冬の乾燥は「肌」だけじゃない!中医学で考える、全身の乾燥対策
きらら薬局

麦味参顆粒

婦宝当帰膠B
こんにちは。出雲の漢方薬局「きらら薬局」足立です🌻
毎月第4木曜日の11:45〜12:00、エフエムいずも(80.1MHz)で放送中の『暮らしに役立つ漢方』に出演しています。

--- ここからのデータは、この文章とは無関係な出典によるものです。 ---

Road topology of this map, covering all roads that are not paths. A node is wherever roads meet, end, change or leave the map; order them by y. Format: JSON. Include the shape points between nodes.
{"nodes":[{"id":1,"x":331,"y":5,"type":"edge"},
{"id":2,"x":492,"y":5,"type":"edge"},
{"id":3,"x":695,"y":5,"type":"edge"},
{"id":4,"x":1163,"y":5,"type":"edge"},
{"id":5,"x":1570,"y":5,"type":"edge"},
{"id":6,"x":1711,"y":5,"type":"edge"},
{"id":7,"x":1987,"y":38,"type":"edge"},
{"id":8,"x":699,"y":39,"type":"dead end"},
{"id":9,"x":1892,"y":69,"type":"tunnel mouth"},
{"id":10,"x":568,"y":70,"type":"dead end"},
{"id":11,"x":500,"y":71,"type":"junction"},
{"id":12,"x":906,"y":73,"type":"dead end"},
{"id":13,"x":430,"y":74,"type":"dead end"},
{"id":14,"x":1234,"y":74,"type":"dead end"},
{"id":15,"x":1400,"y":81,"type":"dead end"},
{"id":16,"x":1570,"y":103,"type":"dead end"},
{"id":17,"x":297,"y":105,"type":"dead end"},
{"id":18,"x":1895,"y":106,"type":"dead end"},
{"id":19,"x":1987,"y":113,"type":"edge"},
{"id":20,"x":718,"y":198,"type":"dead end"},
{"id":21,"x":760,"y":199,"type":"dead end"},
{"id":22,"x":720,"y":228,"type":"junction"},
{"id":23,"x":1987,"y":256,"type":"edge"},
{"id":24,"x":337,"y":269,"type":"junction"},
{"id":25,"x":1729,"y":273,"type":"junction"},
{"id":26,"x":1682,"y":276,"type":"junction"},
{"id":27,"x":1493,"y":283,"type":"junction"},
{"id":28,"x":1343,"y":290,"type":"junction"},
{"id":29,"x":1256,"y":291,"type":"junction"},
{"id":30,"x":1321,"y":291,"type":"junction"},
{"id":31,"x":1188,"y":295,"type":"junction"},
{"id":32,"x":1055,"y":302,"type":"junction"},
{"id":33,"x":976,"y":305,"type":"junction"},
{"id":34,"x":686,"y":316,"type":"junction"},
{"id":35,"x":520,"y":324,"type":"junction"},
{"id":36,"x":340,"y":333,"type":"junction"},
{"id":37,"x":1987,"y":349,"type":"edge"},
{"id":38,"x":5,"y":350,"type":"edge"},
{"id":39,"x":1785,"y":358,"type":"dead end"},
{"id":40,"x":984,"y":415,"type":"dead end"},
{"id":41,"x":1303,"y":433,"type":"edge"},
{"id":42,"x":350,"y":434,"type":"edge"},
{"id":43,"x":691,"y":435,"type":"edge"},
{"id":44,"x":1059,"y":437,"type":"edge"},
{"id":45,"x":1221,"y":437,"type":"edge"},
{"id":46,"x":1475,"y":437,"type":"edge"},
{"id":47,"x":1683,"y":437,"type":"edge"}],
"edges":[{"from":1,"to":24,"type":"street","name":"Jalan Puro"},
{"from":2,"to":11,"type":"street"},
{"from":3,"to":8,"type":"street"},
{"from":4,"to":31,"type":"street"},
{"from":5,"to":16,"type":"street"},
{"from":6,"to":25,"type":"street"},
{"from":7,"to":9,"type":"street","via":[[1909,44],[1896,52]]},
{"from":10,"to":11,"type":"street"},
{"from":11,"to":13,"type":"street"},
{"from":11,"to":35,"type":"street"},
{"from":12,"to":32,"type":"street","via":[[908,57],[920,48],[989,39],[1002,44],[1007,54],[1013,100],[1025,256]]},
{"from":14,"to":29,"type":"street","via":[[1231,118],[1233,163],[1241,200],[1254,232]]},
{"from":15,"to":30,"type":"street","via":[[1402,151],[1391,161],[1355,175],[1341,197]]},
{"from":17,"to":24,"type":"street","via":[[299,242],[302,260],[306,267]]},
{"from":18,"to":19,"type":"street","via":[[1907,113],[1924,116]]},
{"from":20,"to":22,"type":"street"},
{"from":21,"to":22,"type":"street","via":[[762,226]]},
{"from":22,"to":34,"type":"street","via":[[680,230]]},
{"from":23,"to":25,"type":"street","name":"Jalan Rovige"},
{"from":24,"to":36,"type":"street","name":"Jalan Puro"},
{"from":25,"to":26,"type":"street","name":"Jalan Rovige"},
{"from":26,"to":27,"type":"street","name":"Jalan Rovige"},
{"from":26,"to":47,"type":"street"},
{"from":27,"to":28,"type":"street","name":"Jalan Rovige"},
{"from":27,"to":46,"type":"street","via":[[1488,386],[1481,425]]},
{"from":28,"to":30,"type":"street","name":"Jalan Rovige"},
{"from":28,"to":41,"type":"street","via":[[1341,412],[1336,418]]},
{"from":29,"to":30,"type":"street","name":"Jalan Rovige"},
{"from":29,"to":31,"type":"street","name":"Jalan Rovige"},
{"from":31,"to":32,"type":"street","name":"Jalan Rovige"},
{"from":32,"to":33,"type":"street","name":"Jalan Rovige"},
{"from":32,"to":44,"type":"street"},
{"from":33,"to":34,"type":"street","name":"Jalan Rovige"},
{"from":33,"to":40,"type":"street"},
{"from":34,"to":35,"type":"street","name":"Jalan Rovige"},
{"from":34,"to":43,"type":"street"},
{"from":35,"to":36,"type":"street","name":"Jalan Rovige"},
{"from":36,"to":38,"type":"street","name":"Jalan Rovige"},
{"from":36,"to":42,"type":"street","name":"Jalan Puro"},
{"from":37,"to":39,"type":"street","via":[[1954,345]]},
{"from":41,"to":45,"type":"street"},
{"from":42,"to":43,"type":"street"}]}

今回は「乾燥」をテーマに、冬に向けて知っておきたい漢方の視点と、日常でできる対策をお話しします。
一気に寒さが増し、空気の乾燥を感じる季節になってきました。冬の乾燥というと「肌のカサつき」を思い浮かべる方が多いかもしれませんが、実は乾燥は肌だけでなく、口・鼻・目・腸など全身に起こる不調 です。
中医学では、こうした乾燥を体内のバランスの乱れとして捉えます。
💧中医学の基本「気・血・水」
・気(き):生命エネルギー
・血(けつ):栄養・潤いを運ぶ
・水(すい):体を潤す水分
この3つがバランスよく巡ることで、健康が保たれると考えます。
冬は、乾燥トラブルが起こりやすい季節なので、次のような不調が起きやすいです。
・気が消耗しやすい(気虚)
・血が不足しやすい(血虚)
・体の潤いが失われやすい(陰虚)
肌の乾燥💪
外側+内側からのダブル対策が必要
肌は、血と水によって養われています。
血虚(血が不足した状態)になると、皮膚に栄養や潤いが行き渡らず、乾燥・かゆみ・炎症・生理不順といった不調が出やすくなります。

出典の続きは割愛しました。